Needed from the data below: all lines that contain the word "node".

__Input data__.
*** Block opens ***

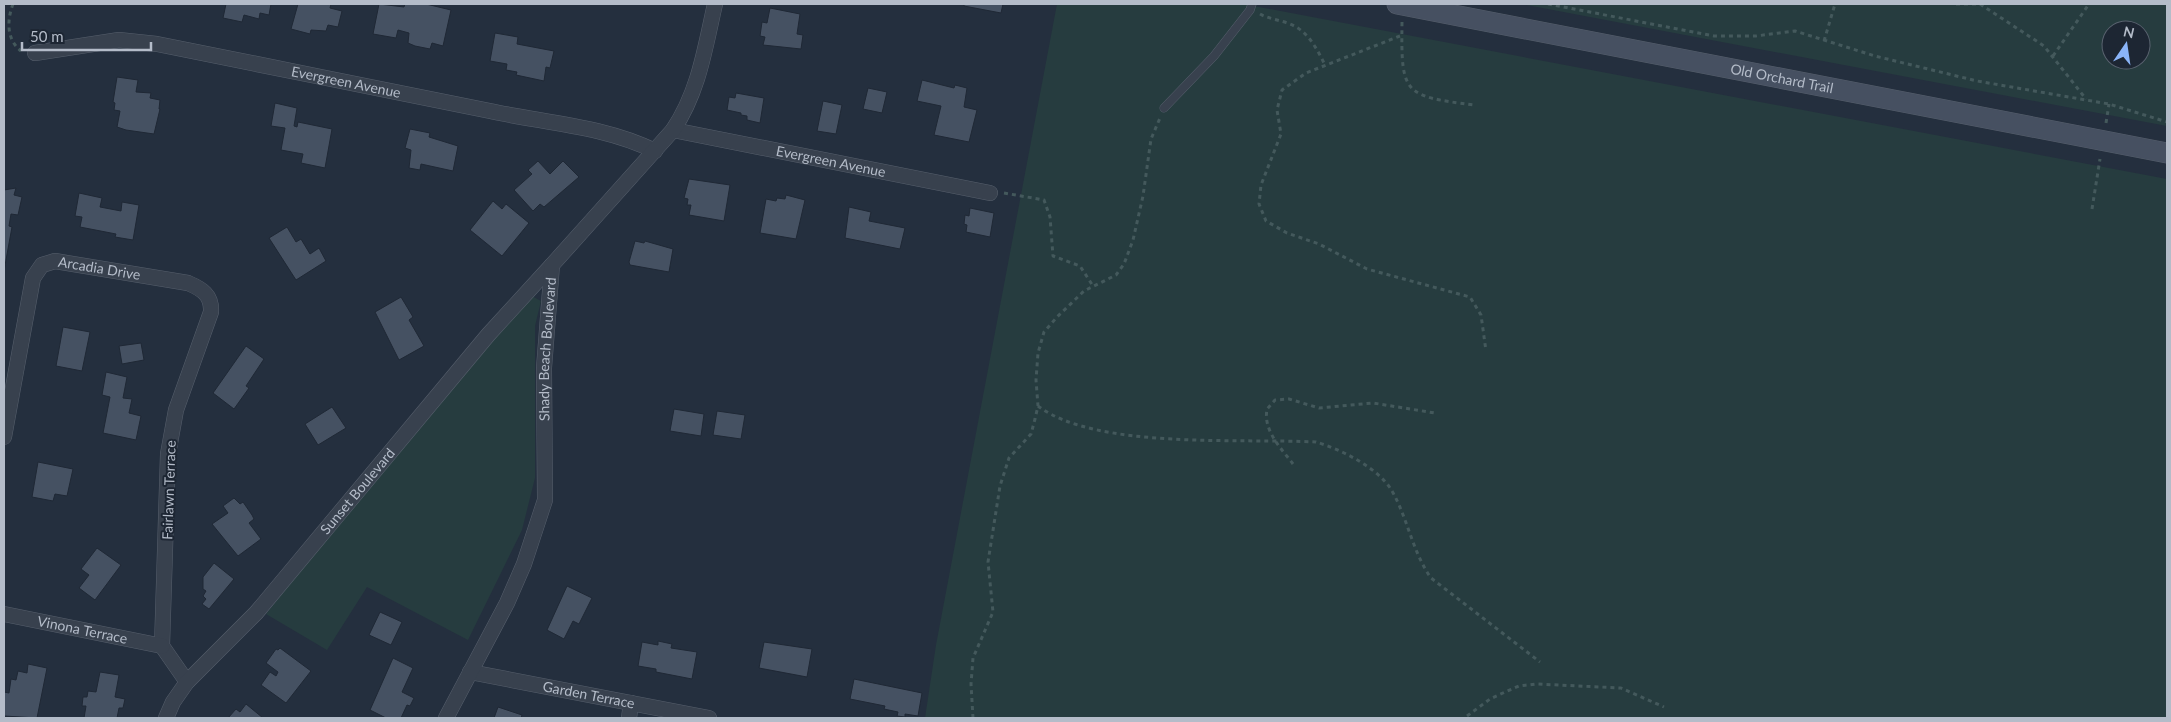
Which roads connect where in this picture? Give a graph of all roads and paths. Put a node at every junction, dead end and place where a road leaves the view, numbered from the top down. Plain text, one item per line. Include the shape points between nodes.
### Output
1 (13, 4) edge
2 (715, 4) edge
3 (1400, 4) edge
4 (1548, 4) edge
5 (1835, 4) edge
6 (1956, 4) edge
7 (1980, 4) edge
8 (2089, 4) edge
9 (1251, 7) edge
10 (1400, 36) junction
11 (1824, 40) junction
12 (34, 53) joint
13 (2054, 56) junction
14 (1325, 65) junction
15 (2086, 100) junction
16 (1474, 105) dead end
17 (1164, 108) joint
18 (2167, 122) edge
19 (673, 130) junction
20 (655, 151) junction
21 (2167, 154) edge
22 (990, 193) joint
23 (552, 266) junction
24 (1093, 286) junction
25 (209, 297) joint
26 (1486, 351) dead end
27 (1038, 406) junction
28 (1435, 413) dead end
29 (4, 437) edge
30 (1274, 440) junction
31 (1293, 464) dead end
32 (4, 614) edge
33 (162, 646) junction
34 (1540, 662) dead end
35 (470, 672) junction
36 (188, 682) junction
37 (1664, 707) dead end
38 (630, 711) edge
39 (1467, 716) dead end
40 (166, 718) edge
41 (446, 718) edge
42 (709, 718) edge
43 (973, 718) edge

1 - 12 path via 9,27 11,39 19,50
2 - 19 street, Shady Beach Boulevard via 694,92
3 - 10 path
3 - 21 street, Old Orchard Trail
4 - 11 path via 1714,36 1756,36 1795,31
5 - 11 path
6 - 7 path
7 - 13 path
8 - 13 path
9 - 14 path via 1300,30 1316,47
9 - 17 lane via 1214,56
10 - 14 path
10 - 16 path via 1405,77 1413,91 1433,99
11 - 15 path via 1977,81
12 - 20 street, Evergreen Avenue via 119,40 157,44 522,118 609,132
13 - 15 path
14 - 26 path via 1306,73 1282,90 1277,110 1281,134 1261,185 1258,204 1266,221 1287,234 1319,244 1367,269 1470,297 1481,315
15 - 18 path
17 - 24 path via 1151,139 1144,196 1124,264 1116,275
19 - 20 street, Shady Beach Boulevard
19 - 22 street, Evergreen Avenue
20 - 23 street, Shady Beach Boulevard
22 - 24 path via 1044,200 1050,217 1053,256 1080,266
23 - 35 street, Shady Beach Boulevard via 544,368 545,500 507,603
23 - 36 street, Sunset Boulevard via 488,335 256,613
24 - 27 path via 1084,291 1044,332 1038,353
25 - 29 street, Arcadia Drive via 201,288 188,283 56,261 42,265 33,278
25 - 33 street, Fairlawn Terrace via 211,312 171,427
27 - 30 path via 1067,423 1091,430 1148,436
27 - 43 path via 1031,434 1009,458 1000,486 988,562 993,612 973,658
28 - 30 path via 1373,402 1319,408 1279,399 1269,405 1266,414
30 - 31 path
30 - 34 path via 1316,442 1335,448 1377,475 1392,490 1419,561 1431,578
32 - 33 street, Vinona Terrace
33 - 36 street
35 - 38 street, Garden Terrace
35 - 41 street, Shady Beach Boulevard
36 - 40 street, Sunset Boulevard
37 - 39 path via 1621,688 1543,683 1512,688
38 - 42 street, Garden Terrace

*** Block closes ***
*** Block opens ***

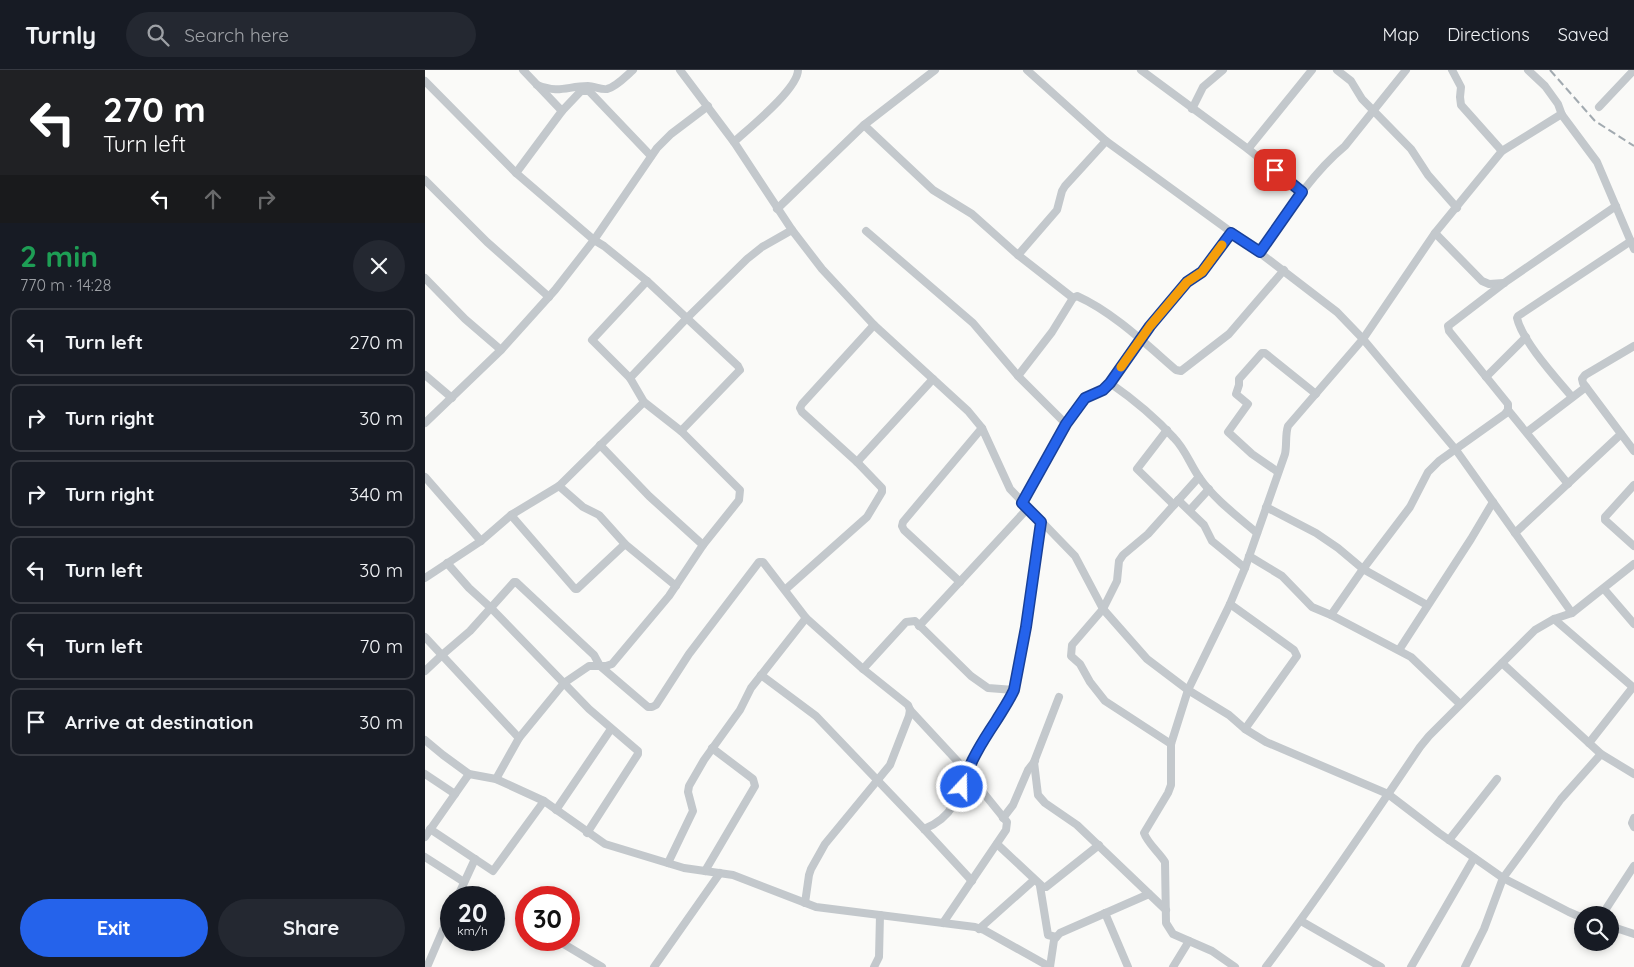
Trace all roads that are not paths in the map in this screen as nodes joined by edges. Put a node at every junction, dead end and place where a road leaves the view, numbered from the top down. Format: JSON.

*** Block closes ***

__Task answer__.
Which roads connect where in this picture? Give a graph of all roads and paths. Put a node at every junction, dead end and place where a road leaves the view, numbered from the top down. Plain text, one item per line. Include the shape points between nodes.
Trace all roads that are not paths in the map in this screen as nodes joined by edges. Put a node at every junction, dead end and place where a road leaves the view, numbered from the top down. Format: JSON.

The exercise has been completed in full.